I see this as part of the larger trend of audiences, in general, becoming less discerning and more stupid. Or, perhaps more aptly, of film producers *assuming* audiences are becoming less discerning and more stupid. Whichever came first, the audiences becoming stupid or movie producers assuming the audience was stupid, it's happened and audiences these days have the attention span of a gnat. Why invest time in character development, even if you're just developing a fat joke, when you can just show a fat guy and have people laugh when he falls over for being, you know, fat.

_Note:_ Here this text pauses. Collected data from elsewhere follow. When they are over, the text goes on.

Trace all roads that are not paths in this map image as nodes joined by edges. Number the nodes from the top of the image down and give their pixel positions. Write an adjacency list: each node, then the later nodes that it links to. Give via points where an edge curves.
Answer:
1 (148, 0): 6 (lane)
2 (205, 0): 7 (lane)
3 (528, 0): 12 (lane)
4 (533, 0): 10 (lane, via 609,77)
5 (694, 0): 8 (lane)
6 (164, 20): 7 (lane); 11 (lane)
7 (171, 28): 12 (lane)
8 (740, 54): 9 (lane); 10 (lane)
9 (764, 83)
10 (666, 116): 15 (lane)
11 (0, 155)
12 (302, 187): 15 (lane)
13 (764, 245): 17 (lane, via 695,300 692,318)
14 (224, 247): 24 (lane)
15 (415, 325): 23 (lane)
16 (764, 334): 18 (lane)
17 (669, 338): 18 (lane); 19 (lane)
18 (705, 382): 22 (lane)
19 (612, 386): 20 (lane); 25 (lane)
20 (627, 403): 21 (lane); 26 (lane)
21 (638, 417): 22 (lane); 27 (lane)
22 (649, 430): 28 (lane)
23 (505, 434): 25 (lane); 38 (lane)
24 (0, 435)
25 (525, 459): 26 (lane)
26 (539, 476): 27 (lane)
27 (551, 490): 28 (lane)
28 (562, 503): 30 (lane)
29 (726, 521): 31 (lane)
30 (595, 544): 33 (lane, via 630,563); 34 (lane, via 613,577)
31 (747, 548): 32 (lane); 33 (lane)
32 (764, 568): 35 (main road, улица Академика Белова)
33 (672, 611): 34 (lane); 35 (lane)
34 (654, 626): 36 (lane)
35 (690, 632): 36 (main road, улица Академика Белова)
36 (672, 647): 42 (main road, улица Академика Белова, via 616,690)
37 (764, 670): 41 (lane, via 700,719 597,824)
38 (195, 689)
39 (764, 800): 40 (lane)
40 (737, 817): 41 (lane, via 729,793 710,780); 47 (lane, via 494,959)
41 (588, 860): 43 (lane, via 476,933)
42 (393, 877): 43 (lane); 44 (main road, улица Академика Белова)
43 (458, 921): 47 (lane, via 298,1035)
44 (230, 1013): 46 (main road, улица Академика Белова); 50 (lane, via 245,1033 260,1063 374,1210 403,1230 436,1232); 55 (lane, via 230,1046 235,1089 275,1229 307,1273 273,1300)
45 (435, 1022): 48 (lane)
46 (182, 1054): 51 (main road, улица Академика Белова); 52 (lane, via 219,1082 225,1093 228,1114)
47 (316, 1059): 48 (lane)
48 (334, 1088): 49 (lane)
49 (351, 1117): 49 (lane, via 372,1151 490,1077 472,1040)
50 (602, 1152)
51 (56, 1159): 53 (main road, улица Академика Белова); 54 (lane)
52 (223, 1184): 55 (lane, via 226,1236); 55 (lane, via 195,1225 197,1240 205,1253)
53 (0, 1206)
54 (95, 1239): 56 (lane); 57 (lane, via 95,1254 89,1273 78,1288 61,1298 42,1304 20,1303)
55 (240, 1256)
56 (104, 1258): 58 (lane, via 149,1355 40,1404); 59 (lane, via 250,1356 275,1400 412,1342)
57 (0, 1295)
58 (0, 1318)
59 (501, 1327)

Here's how I see a typical pitch for a Kevin James movie:

Kevin - "See there's this guy, and he's fat."
Movie producer - "I like it. What else?"
Kevin - "Um ... he's also a thief, but ... you know ... a FAT one."
Movie producer - "I LOVE IT! Make it happen!"

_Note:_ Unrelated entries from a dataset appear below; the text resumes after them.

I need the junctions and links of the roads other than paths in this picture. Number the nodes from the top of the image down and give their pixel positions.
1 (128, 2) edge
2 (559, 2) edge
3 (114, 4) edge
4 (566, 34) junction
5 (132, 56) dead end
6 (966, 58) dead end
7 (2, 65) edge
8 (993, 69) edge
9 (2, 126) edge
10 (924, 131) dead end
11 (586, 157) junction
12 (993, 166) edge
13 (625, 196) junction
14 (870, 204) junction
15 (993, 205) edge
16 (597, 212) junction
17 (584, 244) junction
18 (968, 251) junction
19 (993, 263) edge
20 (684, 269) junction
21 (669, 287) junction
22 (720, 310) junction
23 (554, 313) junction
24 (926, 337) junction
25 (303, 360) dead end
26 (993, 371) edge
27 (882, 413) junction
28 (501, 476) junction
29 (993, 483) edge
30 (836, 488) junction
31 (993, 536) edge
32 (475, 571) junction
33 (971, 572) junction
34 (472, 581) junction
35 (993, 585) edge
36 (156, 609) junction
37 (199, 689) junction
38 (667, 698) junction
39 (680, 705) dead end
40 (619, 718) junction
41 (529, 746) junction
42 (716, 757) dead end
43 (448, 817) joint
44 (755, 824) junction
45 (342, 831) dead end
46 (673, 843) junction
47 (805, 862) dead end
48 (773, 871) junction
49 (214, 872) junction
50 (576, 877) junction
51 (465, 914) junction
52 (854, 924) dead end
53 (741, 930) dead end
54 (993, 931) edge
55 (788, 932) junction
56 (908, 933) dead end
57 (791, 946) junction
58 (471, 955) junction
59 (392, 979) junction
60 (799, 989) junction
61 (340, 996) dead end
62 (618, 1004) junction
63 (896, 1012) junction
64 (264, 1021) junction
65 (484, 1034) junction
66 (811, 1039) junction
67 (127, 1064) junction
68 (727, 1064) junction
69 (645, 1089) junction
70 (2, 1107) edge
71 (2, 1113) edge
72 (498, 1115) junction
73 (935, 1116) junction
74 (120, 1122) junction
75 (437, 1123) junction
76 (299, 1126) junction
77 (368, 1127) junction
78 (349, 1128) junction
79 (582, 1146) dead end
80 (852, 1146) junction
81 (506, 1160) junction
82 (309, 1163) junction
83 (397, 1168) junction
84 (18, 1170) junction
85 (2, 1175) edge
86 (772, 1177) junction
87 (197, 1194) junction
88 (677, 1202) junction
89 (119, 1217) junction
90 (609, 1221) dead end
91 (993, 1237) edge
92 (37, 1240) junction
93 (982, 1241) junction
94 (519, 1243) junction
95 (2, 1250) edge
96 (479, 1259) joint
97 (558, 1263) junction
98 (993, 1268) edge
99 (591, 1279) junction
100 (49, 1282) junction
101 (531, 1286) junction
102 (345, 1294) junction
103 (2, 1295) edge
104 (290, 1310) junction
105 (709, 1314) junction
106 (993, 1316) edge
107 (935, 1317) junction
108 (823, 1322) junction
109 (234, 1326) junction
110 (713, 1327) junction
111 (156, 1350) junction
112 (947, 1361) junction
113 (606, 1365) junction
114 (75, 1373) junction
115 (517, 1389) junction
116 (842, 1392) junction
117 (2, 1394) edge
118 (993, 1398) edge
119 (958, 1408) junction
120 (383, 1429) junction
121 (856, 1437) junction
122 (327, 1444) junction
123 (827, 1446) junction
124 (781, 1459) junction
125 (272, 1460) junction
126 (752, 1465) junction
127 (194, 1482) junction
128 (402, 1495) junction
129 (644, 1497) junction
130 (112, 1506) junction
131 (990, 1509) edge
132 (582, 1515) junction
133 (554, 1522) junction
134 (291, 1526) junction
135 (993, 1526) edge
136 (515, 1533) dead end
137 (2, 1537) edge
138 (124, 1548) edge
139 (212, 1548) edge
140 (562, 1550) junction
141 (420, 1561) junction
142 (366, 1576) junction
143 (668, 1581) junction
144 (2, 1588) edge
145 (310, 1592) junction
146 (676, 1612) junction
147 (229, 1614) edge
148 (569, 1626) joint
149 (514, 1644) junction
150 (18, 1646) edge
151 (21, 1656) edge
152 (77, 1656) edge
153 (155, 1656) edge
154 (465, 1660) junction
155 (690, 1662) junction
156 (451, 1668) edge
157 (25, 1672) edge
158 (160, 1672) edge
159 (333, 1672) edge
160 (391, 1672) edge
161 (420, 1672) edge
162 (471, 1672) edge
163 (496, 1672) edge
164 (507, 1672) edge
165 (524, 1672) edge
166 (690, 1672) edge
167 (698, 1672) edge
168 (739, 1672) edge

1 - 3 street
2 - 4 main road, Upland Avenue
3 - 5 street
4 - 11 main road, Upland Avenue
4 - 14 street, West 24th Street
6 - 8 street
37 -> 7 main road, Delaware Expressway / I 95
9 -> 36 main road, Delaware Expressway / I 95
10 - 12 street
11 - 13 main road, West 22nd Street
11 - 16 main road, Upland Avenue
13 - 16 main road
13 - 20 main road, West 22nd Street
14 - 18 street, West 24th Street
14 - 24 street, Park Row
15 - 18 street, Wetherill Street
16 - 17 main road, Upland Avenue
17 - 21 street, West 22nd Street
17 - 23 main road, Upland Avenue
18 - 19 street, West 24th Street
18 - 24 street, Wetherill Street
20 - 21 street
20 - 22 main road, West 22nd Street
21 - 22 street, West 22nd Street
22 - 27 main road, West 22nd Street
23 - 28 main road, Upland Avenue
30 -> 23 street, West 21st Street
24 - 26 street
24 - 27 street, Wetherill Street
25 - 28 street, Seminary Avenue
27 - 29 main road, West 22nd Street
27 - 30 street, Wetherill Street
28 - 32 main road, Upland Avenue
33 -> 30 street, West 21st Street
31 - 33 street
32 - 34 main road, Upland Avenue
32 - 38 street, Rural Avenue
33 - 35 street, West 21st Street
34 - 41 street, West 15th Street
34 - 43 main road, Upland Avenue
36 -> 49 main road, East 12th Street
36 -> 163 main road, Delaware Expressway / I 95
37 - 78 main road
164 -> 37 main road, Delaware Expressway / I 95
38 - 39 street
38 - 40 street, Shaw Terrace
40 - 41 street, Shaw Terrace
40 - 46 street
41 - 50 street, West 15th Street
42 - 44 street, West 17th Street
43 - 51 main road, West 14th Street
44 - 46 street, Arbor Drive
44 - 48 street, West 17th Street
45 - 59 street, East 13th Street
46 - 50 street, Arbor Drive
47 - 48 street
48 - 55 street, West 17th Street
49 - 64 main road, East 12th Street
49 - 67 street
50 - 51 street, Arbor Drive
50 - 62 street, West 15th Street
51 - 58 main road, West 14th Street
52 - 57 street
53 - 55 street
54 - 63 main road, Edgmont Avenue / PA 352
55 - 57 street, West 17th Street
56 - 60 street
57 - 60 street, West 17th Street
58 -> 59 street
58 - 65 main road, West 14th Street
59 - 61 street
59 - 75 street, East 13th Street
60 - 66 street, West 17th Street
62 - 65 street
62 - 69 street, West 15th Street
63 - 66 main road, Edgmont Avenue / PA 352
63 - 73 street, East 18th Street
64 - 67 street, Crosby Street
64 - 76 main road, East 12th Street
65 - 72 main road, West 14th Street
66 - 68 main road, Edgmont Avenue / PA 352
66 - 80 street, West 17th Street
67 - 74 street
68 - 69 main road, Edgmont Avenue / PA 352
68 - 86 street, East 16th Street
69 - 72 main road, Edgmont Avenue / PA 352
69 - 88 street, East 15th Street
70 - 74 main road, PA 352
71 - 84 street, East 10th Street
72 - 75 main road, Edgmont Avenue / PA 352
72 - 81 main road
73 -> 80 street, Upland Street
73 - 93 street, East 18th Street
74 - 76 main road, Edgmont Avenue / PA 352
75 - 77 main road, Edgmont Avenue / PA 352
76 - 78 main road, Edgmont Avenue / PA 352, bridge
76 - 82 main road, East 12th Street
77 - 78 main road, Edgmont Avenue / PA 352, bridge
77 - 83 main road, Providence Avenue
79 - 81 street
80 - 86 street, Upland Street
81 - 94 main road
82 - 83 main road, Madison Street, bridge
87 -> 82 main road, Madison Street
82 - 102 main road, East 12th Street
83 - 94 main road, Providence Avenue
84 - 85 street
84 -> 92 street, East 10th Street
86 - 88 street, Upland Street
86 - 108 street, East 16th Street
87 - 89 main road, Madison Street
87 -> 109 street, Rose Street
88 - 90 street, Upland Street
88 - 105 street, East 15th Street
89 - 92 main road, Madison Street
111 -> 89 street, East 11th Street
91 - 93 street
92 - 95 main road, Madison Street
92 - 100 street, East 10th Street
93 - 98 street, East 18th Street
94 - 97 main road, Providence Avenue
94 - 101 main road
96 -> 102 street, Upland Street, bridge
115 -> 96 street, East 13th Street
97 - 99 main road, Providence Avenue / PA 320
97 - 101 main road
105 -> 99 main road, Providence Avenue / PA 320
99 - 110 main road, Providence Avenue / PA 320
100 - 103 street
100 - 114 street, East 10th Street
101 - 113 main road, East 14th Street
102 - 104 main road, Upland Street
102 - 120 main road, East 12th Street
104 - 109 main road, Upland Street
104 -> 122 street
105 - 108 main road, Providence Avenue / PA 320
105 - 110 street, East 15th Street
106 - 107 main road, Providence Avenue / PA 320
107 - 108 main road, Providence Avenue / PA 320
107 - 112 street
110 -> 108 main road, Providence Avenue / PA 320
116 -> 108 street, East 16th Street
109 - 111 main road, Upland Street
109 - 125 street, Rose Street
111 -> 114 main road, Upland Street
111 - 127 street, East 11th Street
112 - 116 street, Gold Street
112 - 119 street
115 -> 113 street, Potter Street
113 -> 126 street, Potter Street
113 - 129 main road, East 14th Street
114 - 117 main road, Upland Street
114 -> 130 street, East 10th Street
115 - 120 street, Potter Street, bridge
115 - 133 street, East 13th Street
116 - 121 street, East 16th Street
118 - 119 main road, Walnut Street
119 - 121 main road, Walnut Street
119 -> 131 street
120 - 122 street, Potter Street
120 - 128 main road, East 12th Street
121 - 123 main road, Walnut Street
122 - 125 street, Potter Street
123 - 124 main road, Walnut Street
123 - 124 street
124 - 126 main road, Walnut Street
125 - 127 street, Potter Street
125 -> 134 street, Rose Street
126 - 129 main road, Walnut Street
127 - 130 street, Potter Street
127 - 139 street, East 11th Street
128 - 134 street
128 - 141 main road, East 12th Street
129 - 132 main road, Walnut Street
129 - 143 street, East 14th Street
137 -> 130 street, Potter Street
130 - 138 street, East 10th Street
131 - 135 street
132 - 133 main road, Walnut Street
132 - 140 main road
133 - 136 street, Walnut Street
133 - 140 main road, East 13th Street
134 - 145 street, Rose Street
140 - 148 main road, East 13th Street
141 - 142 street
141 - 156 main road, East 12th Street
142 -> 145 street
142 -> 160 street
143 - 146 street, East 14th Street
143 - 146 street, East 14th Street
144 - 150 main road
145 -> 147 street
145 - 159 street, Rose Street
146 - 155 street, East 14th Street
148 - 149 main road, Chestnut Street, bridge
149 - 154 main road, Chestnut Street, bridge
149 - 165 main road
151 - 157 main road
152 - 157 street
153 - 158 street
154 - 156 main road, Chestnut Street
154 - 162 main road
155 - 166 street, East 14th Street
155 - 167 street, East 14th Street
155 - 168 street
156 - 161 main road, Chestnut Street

So, in summary, here's how to make a Kevin James movie:

1) Plot = Fat guy is a
2) ???
3) PROFIT!

Posted by: Darcy at July 6, 2010 3:17 PM

i think it all went wrong when they started putting thin actors in "fat suits". it's almost like a modern day version of blackface, a way to dress up and make fun of the fatties.

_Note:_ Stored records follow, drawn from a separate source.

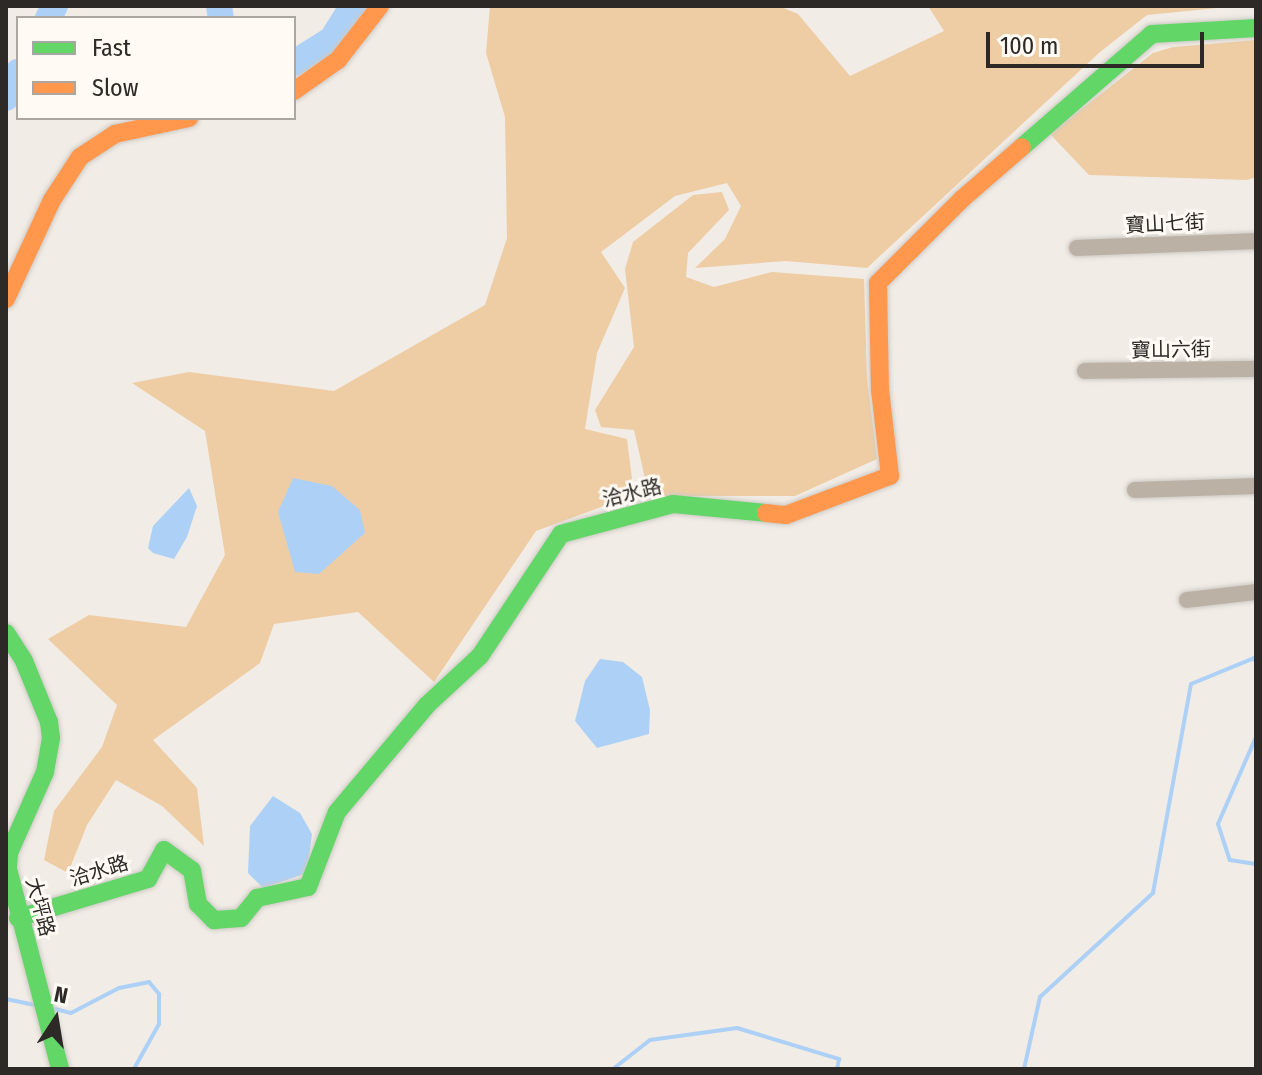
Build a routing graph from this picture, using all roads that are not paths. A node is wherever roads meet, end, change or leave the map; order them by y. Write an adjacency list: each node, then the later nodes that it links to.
1 (380, 6): 3 (street)
2 (1256, 28): 15 (street, 洽水路)
3 (296, 90)
4 (180, 120): 7 (street)
5 (1256, 241): 6 (street, 寶山七街)
6 (1077, 248)
7 (6, 299)
8 (1256, 369): 9 (street, 寶山六街)
9 (1085, 371)
10 (1256, 486): 11 (street)
11 (1135, 490)
12 (1256, 592): 13 (street)
13 (1187, 600)
14 (6, 633): 15 (street, 大坪路)
15 (18, 918): 16 (street, 大坪路)
16 (59, 1062)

the worst offenders are the ET reporter or models who don the dreaded fat suit and spend the day being filmed in NYC. they inevitably cry. they can't tie their own show laces. they wear dirty sweats and stumble around the subway. more crying.

i'm fat, and not easily offended. there's just something about the fat suit, taking some twit of an actor and making them appear to look like a melting bucket of lard, that pisses me off!

john candy, john belushi, chris farley were talented, and overweight. eddie murphy is just pretending to be overweight and missing the actual talent.

Posted by: glittergirl at July 6, 2010 3:20 PM

i think it all went wrong when they started putting thin actors in "fat suits". it's almost like a modern day version of blackface

You know what? I never thought of it like that, but that's exactly what it is.

Posted by: The Other Agent Johnson at July 6, 2010 3:32 PM

I wasn't a big fan of Shallow Hal but they really did go out of their way to make a movie that didn't treat anyone like a freak for what they looked like. It still failed as a comedy, but they didn't go for a lot of cheap shots.

... and yeah, giant fatass here since birth, so I have an insta-kill detector for that kind of thing.

Posted by: twig at July 6, 2010 3:34 PM

Absolutely correct, Dustin. Fat humour has always been around in one incarnation or another. What's changed is that it's lost all nuance as well any shred of dignified reserve it once had. Now, writers and directors go for the easy joke. You can draw the same conclusions about any part of comedy whether it be the fart joke, the religious jibe, or sexual innuendo. Why artfully craft a joke about a virgin ejaculating when you can just show a woman getting plastered to the ceiling by a geyser of sticky white fluid? The man-gravy will always net you more money.

Posted by: admin at July 6, 2010 3:41 PM

Along with shows about women who treat their wombs like E-Z Bake ovens, fat people shows and little people shows are proliferating faster than the Dugger clan. It's the modern day equivalent of a traveling "freak show" but put out there for people to slyly mock.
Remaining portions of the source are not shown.